Effects of sequestration harm future innovation
As of Saturday morning, the federal budget has been passed, and America can finally stop debating endlessly over the implications of Congress’s inaction. However, the long-awaited resolution came a little too late. Just the day before, NASA announced that it would be suspending its education and outreach programs due to funding sequestration.
The sequestration effectively cut $1 billion from NASA’s budget, and the cut has now curtailed training and travel expenses as well as online and media initiatives. Even this past week, the cuts prevented NASA scientists from attending a conference, and there’s no telling what will be cut in the future. Currently, NASA hosts a plethora of camps and programs for students of all ages and sponsors numerous other science and technology-related activities, all initiatives necessary to our nation’s advancement. And when belts have to be tightened on programs that train minds and foster technological development, everyone bears the consequences.

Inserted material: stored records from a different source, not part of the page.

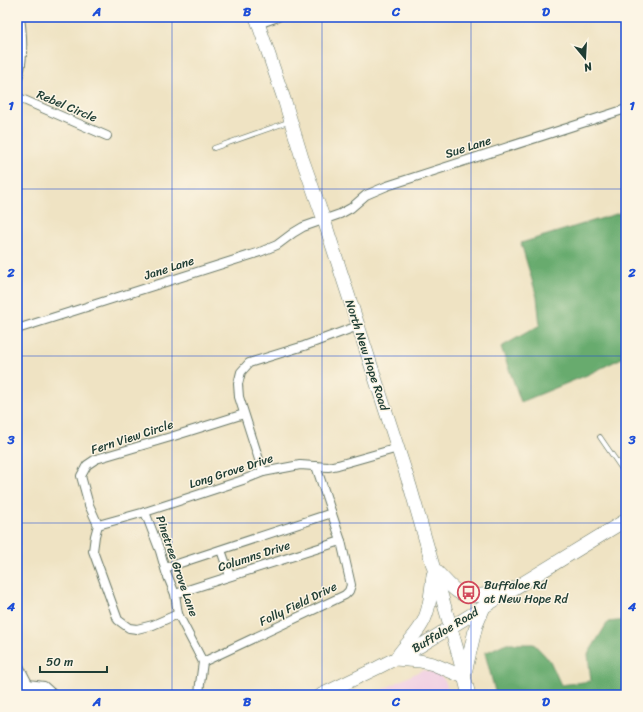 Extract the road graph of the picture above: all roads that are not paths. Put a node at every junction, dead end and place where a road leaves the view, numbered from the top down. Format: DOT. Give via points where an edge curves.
graph roads {
  1 [pos="20,17"];
  2 [pos="278,17"];
  3 [pos="257,20"];
  4 [pos="17,81"];
  5 [pos="17,97"];
  6 [pos="626,109"];
  7 [pos="291,121"];
  8 [pos="107,136"];
  9 [pos="214,148"];
  10 [pos="324,220"];
  11 [pos="358,326"];
  12 [pos="17,329"];
  13 [pos="244,414"];
  14 [pos="600,437"];
  15 [pos="398,448"];
  16 [pos="316,466"];
  17 [pos="263,472"];
  18 [pos="626,475"];
  19 [pos="145,512"];
  20 [pos="332,514"];
  21 [pos="626,520"];
  22 [pos="98,526"];
  23 [pos="341,541"];
  24 [pos="220,550"];
  25 [pos="165,568"];
  26 [pos="434,568"];
  27 [pos="230,576"];
  28 [pos="511,590"];
  29 [pos="175,594"];
  30 [pos="484,607"];
  31 [pos="178,614"];
  32 [pos="450,627"];
  33 [pos="395,659"];
  34 [pos="17,662"];
  35 [pos="203,662"];
  36 [pos="464,677"];
  37 [pos="28,684"];
  38 [pos="17,688"];
  39 [pos="34,695"];
  40 [pos="54,695"];
  41 [pos="200,695"];
  42 [pos="321,695"];
  43 [pos="469,695"];
  1 -- 4 [label="street" via="22,56"];
  2 -- 3 [label="street"];
  3 -- 7 [label="main road, North New Hope Road"];
  5 -- 8 [label="street, Rebel Circle"];
  6 -- 10 [label="street, Sue Lane" via="387,186 366,195 340,214"];
  7 -- 9 [label="lane"];
  7 -- 10 [label="main road, North New Hope Road"];
  10 -- 11 [label="main road, North New Hope Road"];
  10 -- 12 [label="street, Jane Lane" via="303,227 277,245 260,252"];
  11 -- 13 [label="street" via="249,363 240,372 238,384"];
  11 -- 15 [label="main road, North New Hope Road"];
  13 -- 17 [label="street"];
  13 -- 22 [label="street, Fern View Circle" via="96,459 87,465 81,476"];
  14 -- 18 [label="lane"];
  15 -- 16 [label="street, Long Grove Drive" via="338,465"];
  15 -- 26 [label="main road, North New Hope Road"];
  16 -- 17 [label="street, Long Grove Drive" via="300,464"];
  16 -- 20 [label="street, Folly Field Drive"];
  17 -- 19 [label="street, Long Grove Drive"];
  19 -- 22 [label="street, Long Grove Drive"];
  19 -- 25 [label="street, Pinetree Grove Lane"];
  20 -- 23 [label="street, Folly Field Drive"];
  20 -- 24 [label="street"];
  21 -- 28 [label="main road, Buffaloe Road"];
  22 -- 31 [label="street" via="93,551 118,620 129,628 137,629"];
  23 -- 27 [label="street, Columns Drive"];
  23 -- 35 [label="street, Folly Field Drive" via="350,585 345,595"];
  24 -- 25 [label="street"];
  24 -- 27 [label="street"];
  25 -- 29 [label="street, Pinetree Grove Lane"];
  26 -- 28 [label="main road" via="463,595"];
  26 -- 32 [label="main road, North New Hope Road"];
  26 -- 33 [label="main road" via="425,618"];
  27 -- 29 [label="street, Columns Drive"];
  28 -- 30 [label="main road, Buffaloe Road"];
  29 -- 31 [label="street, Pinetree Grove Lane"];
  30 -- 32 [label="main road, Buffaloe Road"];
  30 -- 36 [label="main road" via="476,626"];
  31 -- 35 [label="street, Pinetree Grove Lane"];
  32 -- 33 [label="main road, Buffaloe Road"];
  32 -- 36 [label="main road, North New Hope Road"];
  33 -- 36 [label="main road" via="433,664"];
  33 -- 42 [label="main road, Buffaloe Road"];
  34 -- 37 [label="street"];
  35 -- 41 [label="street"];
  36 -- 43 [label="main road, North New Hope Road"];
  37 -- 38 [label="street"];
  37 -- 39 [label="street"];
  37 -- 40 [label="street" via="44,686"];
} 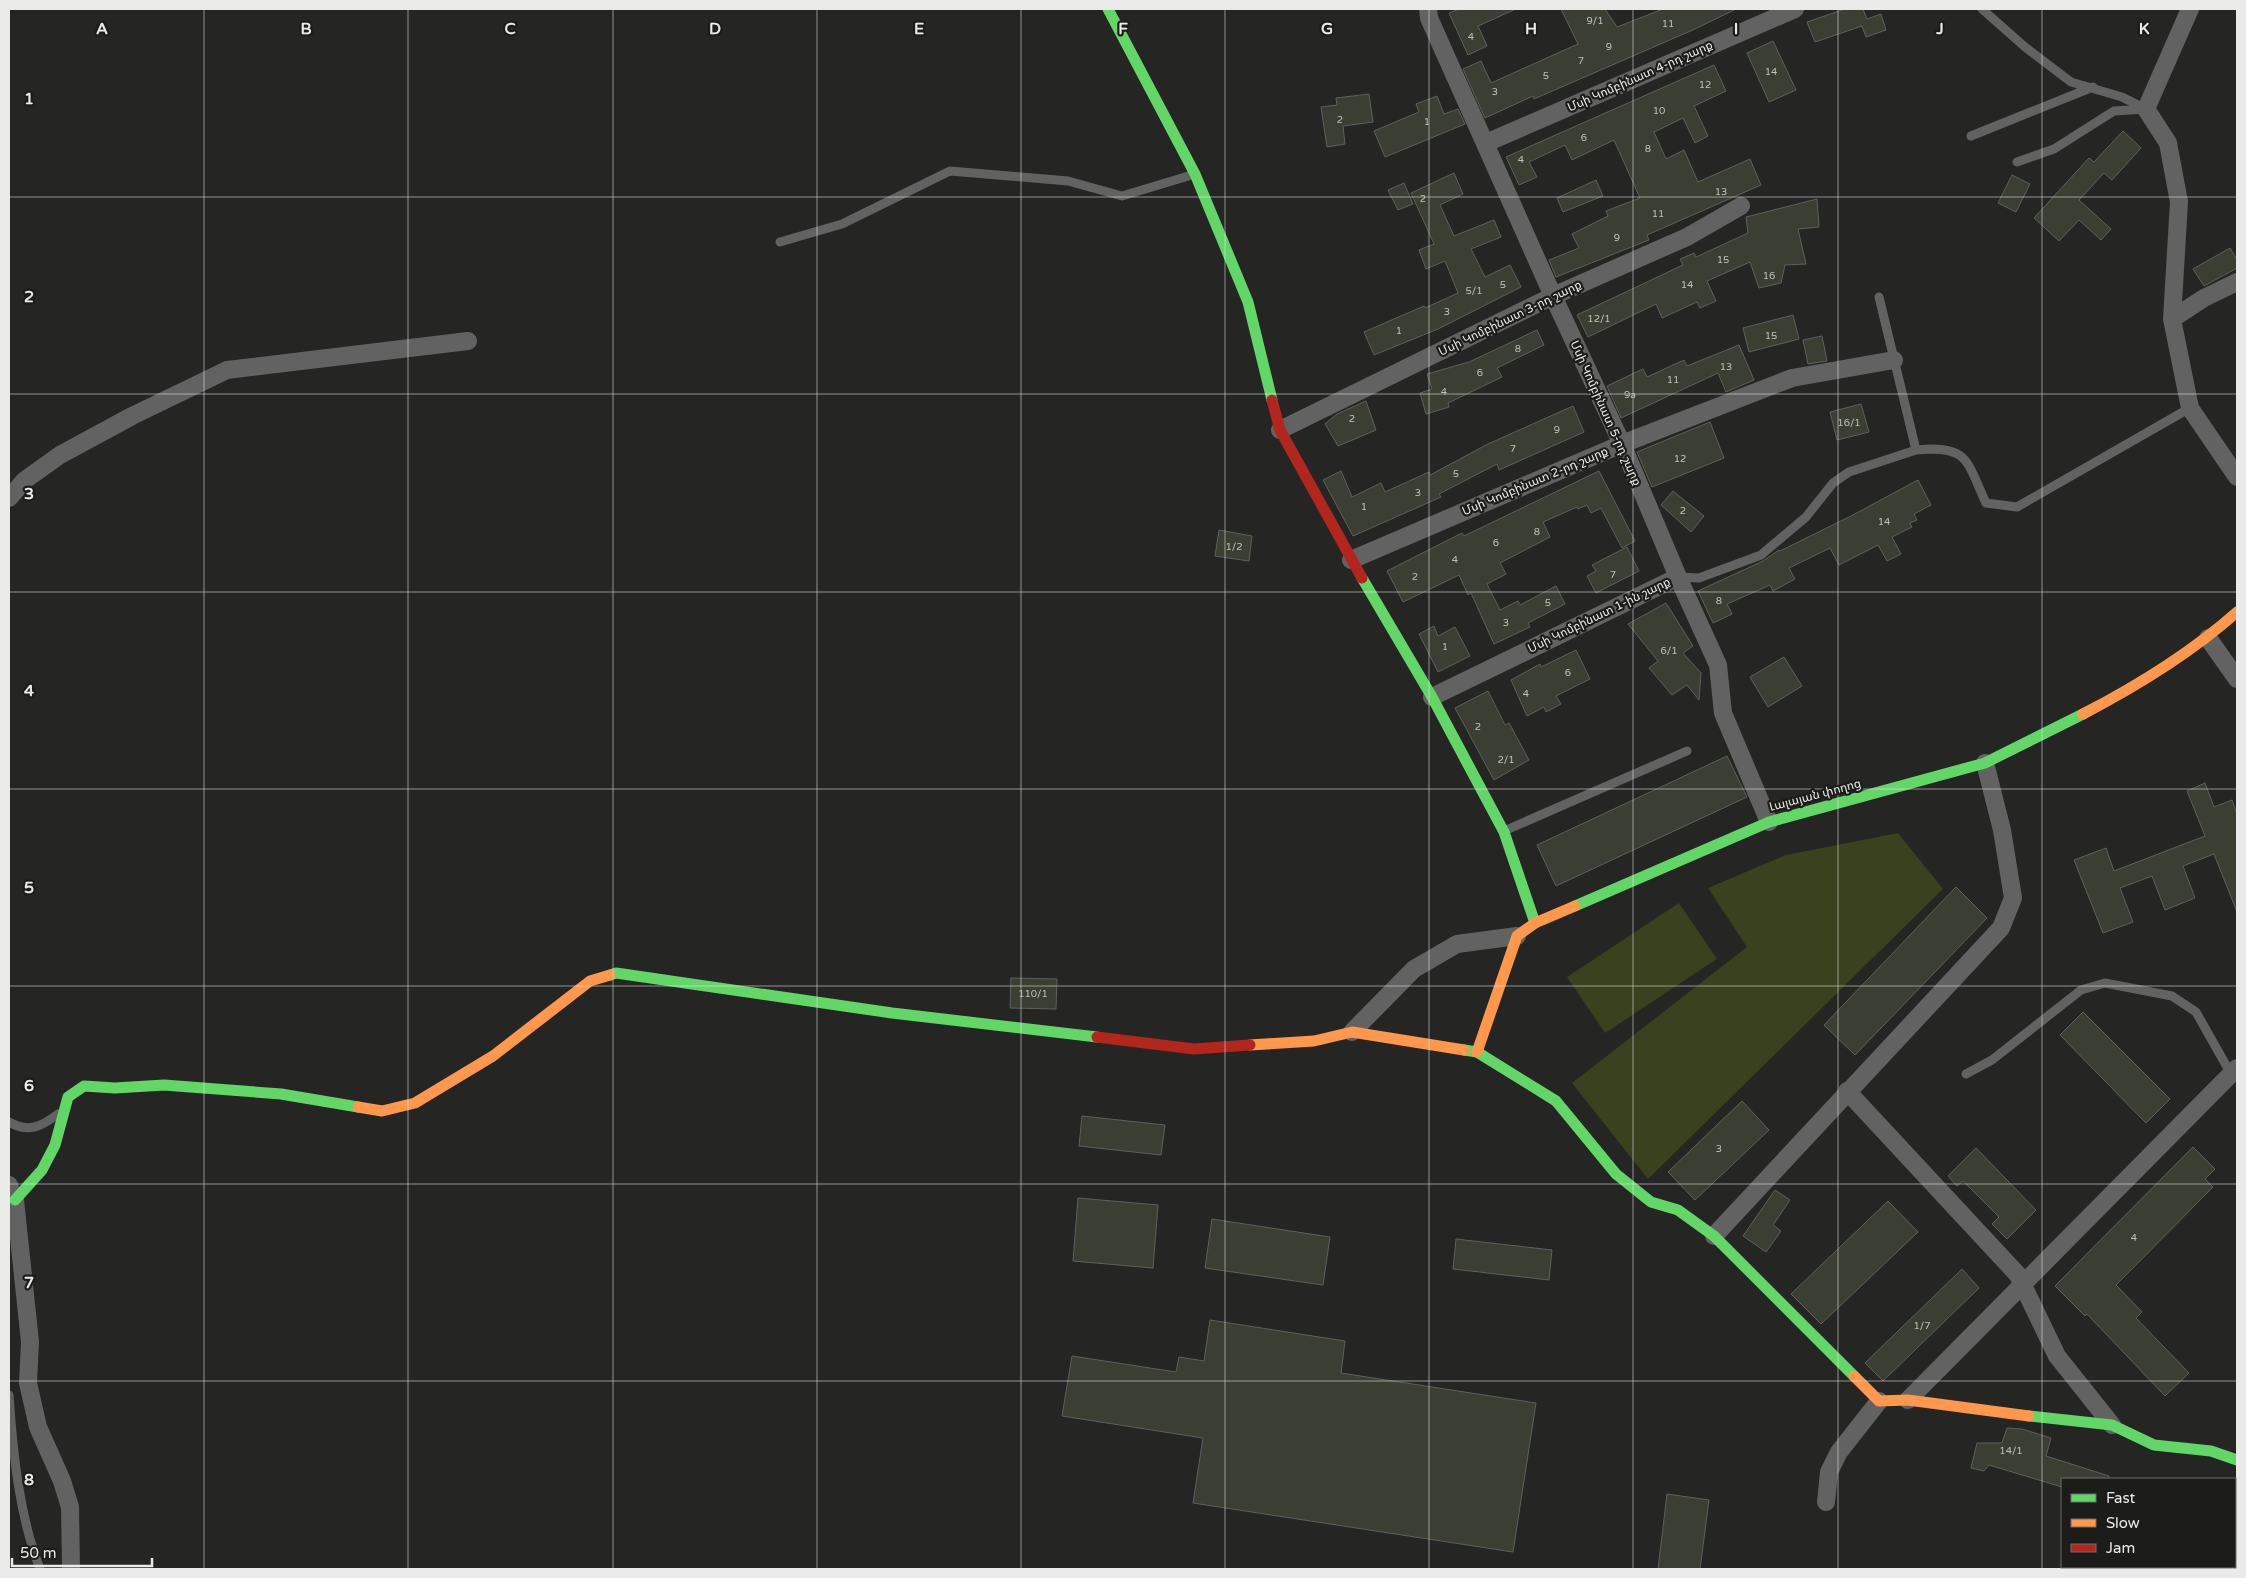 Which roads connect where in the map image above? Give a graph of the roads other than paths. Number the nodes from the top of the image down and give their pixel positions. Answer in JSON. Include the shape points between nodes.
{"nodes":[{"id":1,"x":1108,"y":9,"type":"edge"},
{"id":2,"x":1428,"y":9,"type":"edge"},
{"id":3,"x":1795,"y":9,"type":"edge"},
{"id":4,"x":1982,"y":9,"type":"edge"},
{"id":5,"x":2190,"y":9,"type":"edge"},
{"id":6,"x":2093,"y":87,"type":"junction"},
{"id":7,"x":2146,"y":109,"type":"junction"},
{"id":8,"x":1971,"y":136,"type":"dead end"},
{"id":9,"x":1486,"y":143,"type":"junction"},
{"id":10,"x":2017,"y":162,"type":"dead end"},
{"id":11,"x":1195,"y":174,"type":"junction"},
{"id":12,"x":1741,"y":206,"type":"dead end"},
{"id":13,"x":780,"y":242,"type":"dead end"},
{"id":14,"x":2237,"y":282,"type":"edge"},
{"id":15,"x":1553,"y":296,"type":"junction"},
{"id":16,"x":1879,"y":298,"type":"dead end"},
{"id":17,"x":2172,"y":319,"type":"junction"},
{"id":18,"x":468,"y":341,"type":"dead end"},
{"id":19,"x":1894,"y":360,"type":"junction"},
{"id":20,"x":2190,"y":408,"type":"junction"},
{"id":21,"x":1280,"y":430,"type":"junction"},
{"id":22,"x":1622,"y":444,"type":"junction"},
{"id":23,"x":1916,"y":450,"type":"junction"},
{"id":24,"x":2237,"y":477,"type":"edge"},
{"id":25,"x":9,"y":498,"type":"edge"},
{"id":26,"x":1351,"y":560,"type":"junction"},
{"id":27,"x":1678,"y":577,"type":"junction"},
{"id":28,"x":2237,"y":612,"type":"edge"},
{"id":29,"x":2208,"y":638,"type":"junction"},
{"id":30,"x":2237,"y":679,"type":"edge"},
{"id":31,"x":1432,"y":697,"type":"junction"},
{"id":32,"x":1687,"y":751,"type":"dead end"},
{"id":33,"x":1985,"y":763,"type":"junction"},
{"id":34,"x":1769,"y":822,"type":"junction"},
{"id":35,"x":1504,"y":832,"type":"junction"},
{"id":36,"x":1535,"y":923,"type":"junction"},
{"id":37,"x":1517,"y":936,"type":"junction"},
{"id":38,"x":1352,"y":1032,"type":"junction"},
{"id":39,"x":1477,"y":1052,"type":"junction"},
{"id":40,"x":1479,"y":1067,"type":"dead end"},
{"id":41,"x":2234,"y":1071,"type":"edge"},
{"id":42,"x":1966,"y":1074,"type":"dead end"},
{"id":43,"x":1848,"y":1091,"type":"junction"},
{"id":44,"x":62,"y":1111,"type":"junction"},
{"id":45,"x":9,"y":1122,"type":"edge"},
{"id":46,"x":12,"y":1192,"type":"edge"},
{"id":47,"x":1714,"y":1236,"type":"junction"},
{"id":48,"x":2022,"y":1286,"type":"junction"},
{"id":49,"x":9,"y":1395,"type":"edge"},
{"id":50,"x":1908,"y":1400,"type":"junction"},
{"id":51,"x":1879,"y":1401,"type":"junction"},
{"id":52,"x":2112,"y":1425,"type":"junction"},
{"id":53,"x":2237,"y":1460,"type":"edge"},
{"id":54,"x":1826,"y":1502,"type":"dead end"},
{"id":55,"x":40,"y":1569,"type":"edge"},
{"id":56,"x":71,"y":1569,"type":"edge"}],
"edges":[{"from":1,"to":11,"type":"street"},
{"from":2,"to":9,"type":"street","name":"Մսի Կոմբինատ 5-րդ շարք","via":[[1428,18]]},
{"from":3,"to":9,"type":"street","name":"Մսի Կոմբինատ 4-րդ շարք"},
{"from":4,"to":6,"type":"lane","via":[[2024,47],[2071,82]]},
{"from":5,"to":7,"type":"street"},
{"from":6,"to":7,"type":"lane"},
{"from":6,"to":8,"type":"lane"},
{"from":7,"to":10,"type":"lane","via":[[2114,111],[2054,149]]},
{"from":7,"to":17,"type":"street","via":[[2168,143],[2179,202]]},
{"from":9,"to":15,"type":"street","name":"Մսի Կոմբինատ 5-րդ շարք"},
{"from":11,"to":13,"type":"lane","via":[[1122,196],[1068,181],[950,171],[842,224]]},
{"from":11,"to":21,"type":"street","via":[[1248,302]]},
{"from":12,"to":15,"type":"street","name":"Մսի Կոմբինատ 3-րդ շարք","via":[[1687,237]]},
{"from":14,"to":17,"type":"street"},
{"from":15,"to":21,"type":"street","name":"Մսի Կոմբինատ 3-րդ շարք"},
{"from":15,"to":22,"type":"street","name":"Մսի Կոմբինատ 5-րդ շարք"},
{"from":16,"to":19,"type":"lane"},
{"from":17,"to":20,"type":"street"},
{"from":18,"to":25,"type":"street","via":[[227,370],[60,455],[25,480]]},
{"from":19,"to":22,"type":"street","name":"Մսի Կոմբինատ 2-րդ շարք","via":[[1792,378]]},
{"from":19,"to":23,"type":"lane"},
{"from":20,"to":23,"type":"lane","name":"Մսի Կոմբինատ 1-ին շարք","via":[[2018,507],[1986,503],[1967,463],[1957,452],[1938,448]]},
{"from":20,"to":24,"type":"street"},
{"from":21,"to":26,"type":"street"},
{"from":22,"to":26,"type":"street","name":"Մսի Կոմբինատ 2-րդ շարք"},
{"from":22,"to":27,"type":"street","name":"Մսի Կոմբինատ 5-րդ շարք"},
{"from":23,"to":27,"type":"lane","name":"Մսի Կոմբինատ 1-ին շարք","via":[[1849,472],[1833,483],[1806,517],[1761,555],[1699,578]]},
{"from":26,"to":31,"type":"street"},
{"from":27,"to":31,"type":"street","name":"Մսի Կոմբինատ 1-ին շարք"},
{"from":27,"to":34,"type":"street","name":"Մսի Կոմբինատ 5-րդ շարք","via":[[1718,665],[1723,713]]},
{"from":28,"to":29,"type":"street","name":"Լալայան փողոց"},
{"from":29,"to":30,"type":"street"},
{"from":29,"to":33,"type":"street","name":"Լալայան փողոց","via":[[2106,702]]},
{"from":31,"to":35,"type":"street"},
{"from":32,"to":35,"type":"lane"},
{"from":33,"to":34,"type":"street","name":"Լալայան փողոց"},
{"from":33,"to":43,"type":"street","via":[[2002,830],[2013,898],[2001,928]]},
{"from":34,"to":36,"type":"street","name":"Լալայան փողոց"},
{"from":35,"to":36,"type":"street"},
{"from":36,"to":37,"type":"street","name":"Լալայան փողոց"},
{"from":37,"to":38,"type":"street","via":[[1457,944],[1414,969]]},
{"from":37,"to":39,"type":"street"},
{"from":38,"to":39,"type":"street"},
{"from":38,"to":44,"type":"street","via":[[1314,1041],[1194,1049],[892,1013],[616,973],[590,981],[493,1056],[415,1103],[382,1111],[281,1094],[164,1085],[84,1086],[68,1097]]},
{"from":39,"to":40,"type":"lane"},
{"from":39,"to":47,"type":"street","via":[[1556,1101],[1616,1174],[1651,1202],[1678,1210]]},
{"from":41,"to":42,"type":"lane","via":[[2196,1012],[2172,996],[2105,983],[2081,990],[1992,1060]]},
{"from":41,"to":48,"type":"street"},
{"from":43,"to":47,"type":"street"},
{"from":43,"to":48,"type":"street","via":[[2018,1274]]},
{"from":44,"to":45,"type":"lane","via":[[43,1125],[20,1129]]},
{"from":44,"to":46,"type":"street","via":[[54,1146],[42,1170]]},
{"from":46,"to":56,"type":"street","via":[[30,1342],[28,1383],[38,1427],[70,1507]]},
{"from":47,"to":51,"type":"street"},
{"from":48,"to":50,"type":"street"},
{"from":48,"to":52,"type":"street","via":[[2057,1356]]},
{"from":49,"to":55,"type":"lane","via":[[12,1451],[31,1547]]},
{"from":50,"to":51,"type":"street"},
{"from":50,"to":52,"type":"street"},
{"from":51,"to":54,"type":"street","via":[[1839,1452],[1829,1472]]},
{"from":52,"to":53,"type":"street","via":[[2154,1444],[2211,1451]]}]}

Many programs have been affected by sequestration, and NASA’s cuts are not necessarily more disastrous than cuts to welfare programs or military salaries or any of the other victims of sequestration. However, there should be a process that allows the repealing of certain sequestration cuts if these cuts affect education. As it stands, one of the few things we can still credit to our country is our emphasis on progress through innovation, a principle embodied by NASA. A blow to its ability to educate people would be a blow to America’s long-term progress.